(Records from a collection)
········

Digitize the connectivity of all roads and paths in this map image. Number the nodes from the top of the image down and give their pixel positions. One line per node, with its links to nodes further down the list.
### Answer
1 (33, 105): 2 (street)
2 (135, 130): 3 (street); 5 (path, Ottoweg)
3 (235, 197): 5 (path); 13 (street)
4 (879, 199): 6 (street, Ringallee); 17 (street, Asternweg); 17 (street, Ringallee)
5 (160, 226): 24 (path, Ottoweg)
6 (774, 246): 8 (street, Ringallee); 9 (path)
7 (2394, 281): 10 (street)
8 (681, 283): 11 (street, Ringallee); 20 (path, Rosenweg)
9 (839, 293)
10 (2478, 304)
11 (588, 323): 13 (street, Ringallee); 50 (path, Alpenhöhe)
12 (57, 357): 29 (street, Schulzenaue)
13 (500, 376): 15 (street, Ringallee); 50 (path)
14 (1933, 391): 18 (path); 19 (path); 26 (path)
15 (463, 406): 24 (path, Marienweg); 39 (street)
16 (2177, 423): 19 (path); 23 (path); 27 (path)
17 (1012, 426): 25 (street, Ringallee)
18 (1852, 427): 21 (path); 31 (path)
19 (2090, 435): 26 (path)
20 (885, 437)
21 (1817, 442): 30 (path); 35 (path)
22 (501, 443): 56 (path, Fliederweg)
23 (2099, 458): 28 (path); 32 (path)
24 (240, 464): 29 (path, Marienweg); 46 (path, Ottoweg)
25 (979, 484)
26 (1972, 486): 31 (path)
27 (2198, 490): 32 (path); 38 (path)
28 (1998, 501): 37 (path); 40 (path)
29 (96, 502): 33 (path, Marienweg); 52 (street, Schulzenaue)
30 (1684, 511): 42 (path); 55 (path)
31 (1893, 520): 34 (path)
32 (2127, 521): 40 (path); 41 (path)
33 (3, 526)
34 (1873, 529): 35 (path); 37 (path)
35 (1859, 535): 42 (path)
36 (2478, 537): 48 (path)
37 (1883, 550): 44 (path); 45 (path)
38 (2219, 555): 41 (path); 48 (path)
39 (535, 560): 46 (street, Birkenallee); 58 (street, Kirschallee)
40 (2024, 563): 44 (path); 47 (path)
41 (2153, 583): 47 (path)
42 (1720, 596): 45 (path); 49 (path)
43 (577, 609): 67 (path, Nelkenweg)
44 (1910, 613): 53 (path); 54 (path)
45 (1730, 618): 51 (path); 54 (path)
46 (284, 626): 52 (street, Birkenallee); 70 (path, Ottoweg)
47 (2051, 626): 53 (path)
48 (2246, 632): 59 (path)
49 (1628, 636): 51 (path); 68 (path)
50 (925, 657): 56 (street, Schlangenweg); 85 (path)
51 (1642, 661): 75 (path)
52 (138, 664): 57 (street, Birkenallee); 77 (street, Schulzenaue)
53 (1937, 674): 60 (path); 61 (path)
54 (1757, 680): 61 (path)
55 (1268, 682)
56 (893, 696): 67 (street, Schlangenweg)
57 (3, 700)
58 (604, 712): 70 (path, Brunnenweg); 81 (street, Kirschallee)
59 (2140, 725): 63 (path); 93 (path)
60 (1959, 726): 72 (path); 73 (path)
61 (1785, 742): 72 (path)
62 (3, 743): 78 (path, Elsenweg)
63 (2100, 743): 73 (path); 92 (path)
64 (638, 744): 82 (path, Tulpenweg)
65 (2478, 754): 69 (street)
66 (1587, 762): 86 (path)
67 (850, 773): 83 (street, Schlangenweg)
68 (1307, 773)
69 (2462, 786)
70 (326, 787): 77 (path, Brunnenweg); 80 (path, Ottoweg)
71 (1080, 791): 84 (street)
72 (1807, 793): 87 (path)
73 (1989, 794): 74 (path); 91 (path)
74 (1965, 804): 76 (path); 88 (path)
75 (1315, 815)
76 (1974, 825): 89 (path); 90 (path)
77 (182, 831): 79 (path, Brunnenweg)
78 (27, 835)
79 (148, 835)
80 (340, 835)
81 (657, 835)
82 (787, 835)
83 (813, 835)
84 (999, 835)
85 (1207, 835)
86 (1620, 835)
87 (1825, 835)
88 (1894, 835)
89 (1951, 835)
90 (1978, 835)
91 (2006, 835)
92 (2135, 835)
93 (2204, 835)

········

> PROBLEM TO WORK ON:
Reproduce the data exactly, altering nothing.

> SOLVED PROBLEM:
Digitize the connectivity of all roads and paths in this map image. Number the nodes from the top of the image down and give their pixel positions. One line per node, with its links to nodes further down the list.
### Answer
1 (33, 105): 2 (street)
2 (135, 130): 3 (street); 5 (path, Ottoweg)
3 (235, 197): 5 (path); 13 (street)
4 (879, 199): 6 (street, Ringallee); 17 (street, Asternweg); 17 (street, Ringallee)
5 (160, 226): 24 (path, Ottoweg)
6 (774, 246): 8 (street, Ringallee); 9 (path)
7 (2394, 281): 10 (street)
8 (681, 283): 11 (street, Ringallee); 20 (path, Rosenweg)
9 (839, 293)
10 (2478, 304)
11 (588, 323): 13 (street, Ringallee); 50 (path, Alpenhöhe)
12 (57, 357): 29 (street, Schulzenaue)
13 (500, 376): 15 (street, Ringallee); 50 (path)
14 (1933, 391): 18 (path); 19 (path); 26 (path)
15 (463, 406): 24 (path, Marienweg); 39 (street)
16 (2177, 423): 19 (path); 23 (path); 27 (path)
17 (1012, 426): 25 (street, Ringallee)
18 (1852, 427): 21 (path); 31 (path)
19 (2090, 435): 26 (path)
20 (885, 437)
21 (1817, 442): 30 (path); 35 (path)
22 (501, 443): 56 (path, Fliederweg)
23 (2099, 458): 28 (path); 32 (path)
24 (240, 464): 29 (path, Marienweg); 46 (path, Ottoweg)
25 (979, 484)
26 (1972, 486): 31 (path)
27 (2198, 490): 32 (path); 38 (path)
28 (1998, 501): 37 (path); 40 (path)
29 (96, 502): 33 (path, Marienweg); 52 (street, Schulzenaue)
30 (1684, 511): 42 (path); 55 (path)
31 (1893, 520): 34 (path)
32 (2127, 521): 40 (path); 41 (path)
33 (3, 526)
34 (1873, 529): 35 (path); 37 (path)
35 (1859, 535): 42 (path)
36 (2478, 537): 48 (path)
37 (1883, 550): 44 (path); 45 (path)
38 (2219, 555): 41 (path); 48 (path)
39 (535, 560): 46 (street, Birkenallee); 58 (street, Kirschallee)
40 (2024, 563): 44 (path); 47 (path)
41 (2153, 583): 47 (path)
42 (1720, 596): 45 (path); 49 (path)
43 (577, 609): 67 (path, Nelkenweg)
44 (1910, 613): 53 (path); 54 (path)
45 (1730, 618): 51 (path); 54 (path)
46 (284, 626): 52 (street, Birkenallee); 70 (path, Ottoweg)
47 (2051, 626): 53 (path)
48 (2246, 632): 59 (path)
49 (1628, 636): 51 (path); 68 (path)
50 (925, 657): 56 (street, Schlangenweg); 85 (path)
51 (1642, 661): 75 (path)
52 (138, 664): 57 (street, Birkenallee); 77 (street, Schulzenaue)
53 (1937, 674): 60 (path); 61 (path)
54 (1757, 680): 61 (path)
55 (1268, 682)
56 (893, 696): 67 (street, Schlangenweg)
57 (3, 700)
58 (604, 712): 70 (path, Brunnenweg); 81 (street, Kirschallee)
59 (2140, 725): 63 (path); 93 (path)
60 (1959, 726): 72 (path); 73 (path)
61 (1785, 742): 72 (path)
62 (3, 743): 78 (path, Elsenweg)
63 (2100, 743): 73 (path); 92 (path)
64 (638, 744): 82 (path, Tulpenweg)
65 (2478, 754): 69 (street)
66 (1587, 762): 86 (path)
67 (850, 773): 83 (street, Schlangenweg)
68 (1307, 773)
69 (2462, 786)
70 (326, 787): 77 (path, Brunnenweg); 80 (path, Ottoweg)
71 (1080, 791): 84 (street)
72 (1807, 793): 87 (path)
73 (1989, 794): 74 (path); 91 (path)
74 (1965, 804): 76 (path); 88 (path)
75 (1315, 815)
76 (1974, 825): 89 (path); 90 (path)
77 (182, 831): 79 (path, Brunnenweg)
78 (27, 835)
79 (148, 835)
80 (340, 835)
81 (657, 835)
82 (787, 835)
83 (813, 835)
84 (999, 835)
85 (1207, 835)
86 (1620, 835)
87 (1825, 835)
88 (1894, 835)
89 (1951, 835)
90 (1978, 835)
91 (2006, 835)
92 (2135, 835)
93 (2204, 835)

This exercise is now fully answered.